Los gemidos de la joven resonaban en la habitación, mezclándose con los sonidos de la cama chirriante y el ruido de las mesillas de noche temblando con cada embestida. Su piel suave se erizaba con el roce de las manos ásperas de su novio, quien la sujetaba con fuerza mientras la penetraba una y otra vez con una pasión desenfrenada. «¡Sí, así, más fuerte!», gemía la chica, arqueando su espalda y aferrándose a las sábanas con fuerza.

«Te gusta, ¿verdad?», gruñó el chico, embistiéndola con más fuerza cada vez, disfrutando de la sensación de su pene duro deslizándose dentro de la vagina húmeda de su amante. «Sí, me encanta», respondió ella entre gemidos, sintiendo cómo su excitación aumentaba con cada embestida. A pesar de que la joven parecía disfrutar del sexo apasionado, una sombra de dolor se reflejaba en su rostro, revelando que algo no estaba del todo bien.

«¿Te duele, cariño?», preguntó el chico, deteniéndose por un momento para mirar los ojos vidriosos de su novia. «Sí, un poco… pero sigue, no pares», susurró ella con voz entrecortada, apretando los dientes y arqueando las caderas para recibir cada embestida con más intensidad. A pesar del dolor, su deseo de placer era más fuerte, y estaba dispuesta a soportar cualquier incomodidad por conseguir la satisfacción que anhelaba.

La habitación se llenaba con el olor a sexo y deseo, mezclado con el sudor de dos cuerpos fundiéndose en un baile erótico de pieles entrelazadas.
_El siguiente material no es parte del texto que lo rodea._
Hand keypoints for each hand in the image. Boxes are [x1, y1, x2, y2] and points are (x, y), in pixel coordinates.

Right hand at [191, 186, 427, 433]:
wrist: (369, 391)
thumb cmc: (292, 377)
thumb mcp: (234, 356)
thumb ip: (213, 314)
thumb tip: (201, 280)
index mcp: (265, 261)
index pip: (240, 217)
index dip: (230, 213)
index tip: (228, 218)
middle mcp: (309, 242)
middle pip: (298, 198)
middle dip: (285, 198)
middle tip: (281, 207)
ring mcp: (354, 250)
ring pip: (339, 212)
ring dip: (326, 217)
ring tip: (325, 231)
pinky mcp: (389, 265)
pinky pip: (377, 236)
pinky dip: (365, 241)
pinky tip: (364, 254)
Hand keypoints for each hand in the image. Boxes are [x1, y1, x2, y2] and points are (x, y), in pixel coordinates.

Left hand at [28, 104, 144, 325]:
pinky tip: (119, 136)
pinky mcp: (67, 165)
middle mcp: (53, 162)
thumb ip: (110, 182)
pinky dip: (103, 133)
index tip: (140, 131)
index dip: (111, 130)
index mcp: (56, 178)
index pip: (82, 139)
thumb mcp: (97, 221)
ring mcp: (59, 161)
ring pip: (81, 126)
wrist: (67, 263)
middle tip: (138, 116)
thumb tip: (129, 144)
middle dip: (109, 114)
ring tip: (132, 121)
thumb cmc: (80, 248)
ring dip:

El chico continuaba culeando a su novia con una ferocidad primitiva, disfrutando de cada gemido y suspiro que escapaba de los labios entreabiertos de la joven. Sus movimientos eran salvajes y desenfrenados, como si estuviera poseído por la lujuria misma.

Los gemidos se volvían más intensos a medida que la pasión se apoderaba de la habitación, llenando cada rincón con la promesa de un orgasmo inminente. La joven peludita se aferraba a las sábanas con fuerza, sintiendo cómo el placer la envolvía poco a poco, llevándola a un éxtasis incontrolable. «¡Voy a venirme!», gritó ella, mientras su cuerpo se arqueaba en un espasmo de placer y su novio la embestía una última vez antes de derramarse en su interior.
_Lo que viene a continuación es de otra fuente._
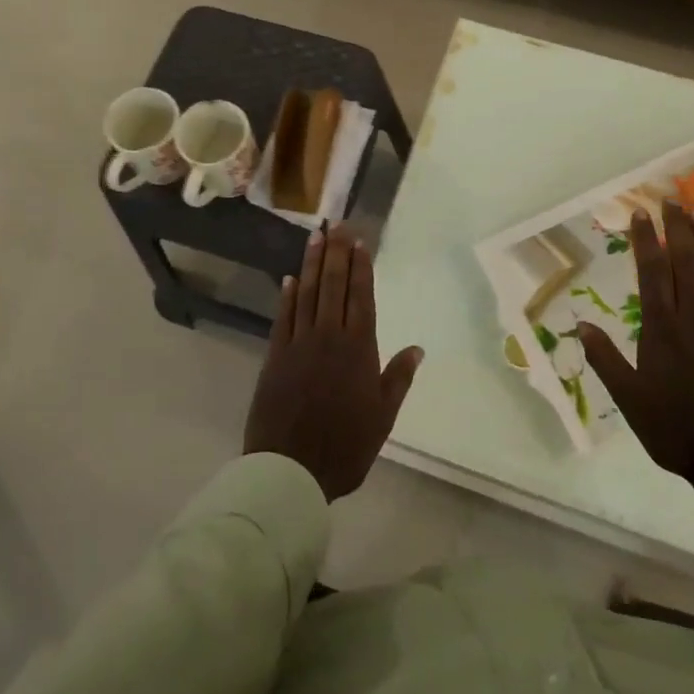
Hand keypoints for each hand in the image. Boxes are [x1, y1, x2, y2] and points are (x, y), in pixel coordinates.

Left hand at [244, 225, 424, 501]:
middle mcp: (328, 337)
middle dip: (337, 253)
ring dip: (312, 264)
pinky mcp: (275, 356)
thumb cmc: (345, 446)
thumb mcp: (383, 417)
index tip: (360, 242)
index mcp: (358, 349)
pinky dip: (288, 296)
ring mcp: (299, 344)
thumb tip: (417, 348)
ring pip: (307, 294)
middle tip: (338, 225)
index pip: (360, 297)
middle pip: (333, 286)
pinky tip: (290, 278)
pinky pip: (283, 317)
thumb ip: (398, 379)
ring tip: (316, 237)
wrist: (291, 469)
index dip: (360, 267)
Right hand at [577, 202, 693, 509]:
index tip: (641, 213)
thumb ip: (605, 358)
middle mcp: (693, 316)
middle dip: (679, 228)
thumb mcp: (628, 398)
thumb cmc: (673, 427)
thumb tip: (580, 324)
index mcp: (662, 326)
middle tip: (673, 201)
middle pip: (686, 261)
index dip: (646, 239)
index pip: (652, 270)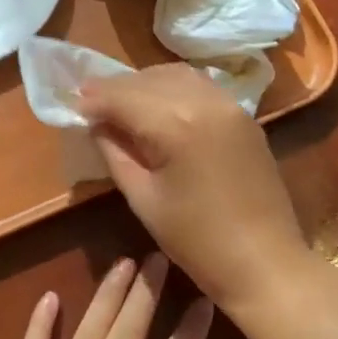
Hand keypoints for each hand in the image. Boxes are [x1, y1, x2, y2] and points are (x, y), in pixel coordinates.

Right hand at [80, 64, 311, 310]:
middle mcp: (204, 101)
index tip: (73, 105)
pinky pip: (201, 86)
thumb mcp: (144, 199)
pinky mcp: (244, 116)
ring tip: (122, 102)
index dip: (94, 99)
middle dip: (116, 89)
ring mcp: (230, 105)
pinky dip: (174, 88)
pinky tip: (159, 106)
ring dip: (145, 84)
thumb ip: (116, 153)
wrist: (265, 262)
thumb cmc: (196, 240)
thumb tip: (97, 126)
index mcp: (175, 124)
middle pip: (148, 80)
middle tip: (90, 102)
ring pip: (176, 76)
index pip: (123, 97)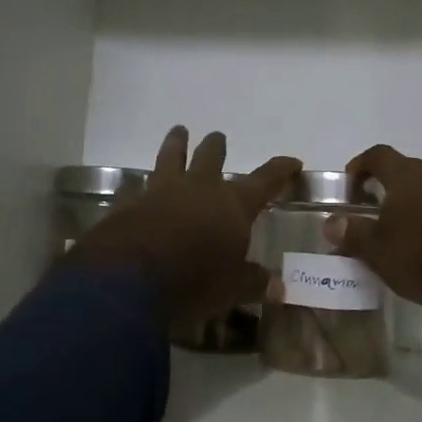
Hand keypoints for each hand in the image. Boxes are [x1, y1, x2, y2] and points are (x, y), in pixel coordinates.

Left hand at [64, 126, 300, 332]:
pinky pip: (134, 188)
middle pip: (211, 157)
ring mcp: (161, 191)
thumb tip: (277, 285)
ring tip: (178, 132)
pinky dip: (136, 186)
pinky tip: (131, 186)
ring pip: (170, 158)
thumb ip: (253, 282)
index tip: (292, 162)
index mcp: (232, 204)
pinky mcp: (130, 203)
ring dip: (175, 144)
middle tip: (217, 137)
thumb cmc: (195, 281)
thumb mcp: (232, 289)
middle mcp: (199, 188)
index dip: (279, 170)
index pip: (264, 180)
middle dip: (216, 146)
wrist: (131, 278)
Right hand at [335, 145, 421, 353]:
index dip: (361, 165)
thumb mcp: (378, 251)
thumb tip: (331, 223)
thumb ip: (353, 234)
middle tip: (380, 215)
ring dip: (421, 206)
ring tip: (412, 236)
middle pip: (408, 172)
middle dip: (392, 190)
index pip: (377, 155)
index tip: (351, 183)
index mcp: (406, 175)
El semen caliente se derramó en el interior de la joven, llenándola de una sensación cálida y pegajosa que la hizo gemir de placer. Ambos cuerpos se encontraban exhaustos y sudorosos, pero satisfechos por el éxtasis compartido en esa habitación de motel. La joven miró a su novio con los ojos brillantes de satisfacción, agradeciéndole con una sonrisa pícara por llevarla al límite de su deseo.

Así, entre gemidos de placer y suspiros de satisfacción, la joven peludita y su novio se perdieron en el éxtasis del sexo desenfrenado, dejando atrás cualquier inhibición o dolor para entregarse por completo al placer carnal que los unía en un acto de lujuria y deseo incontrolable.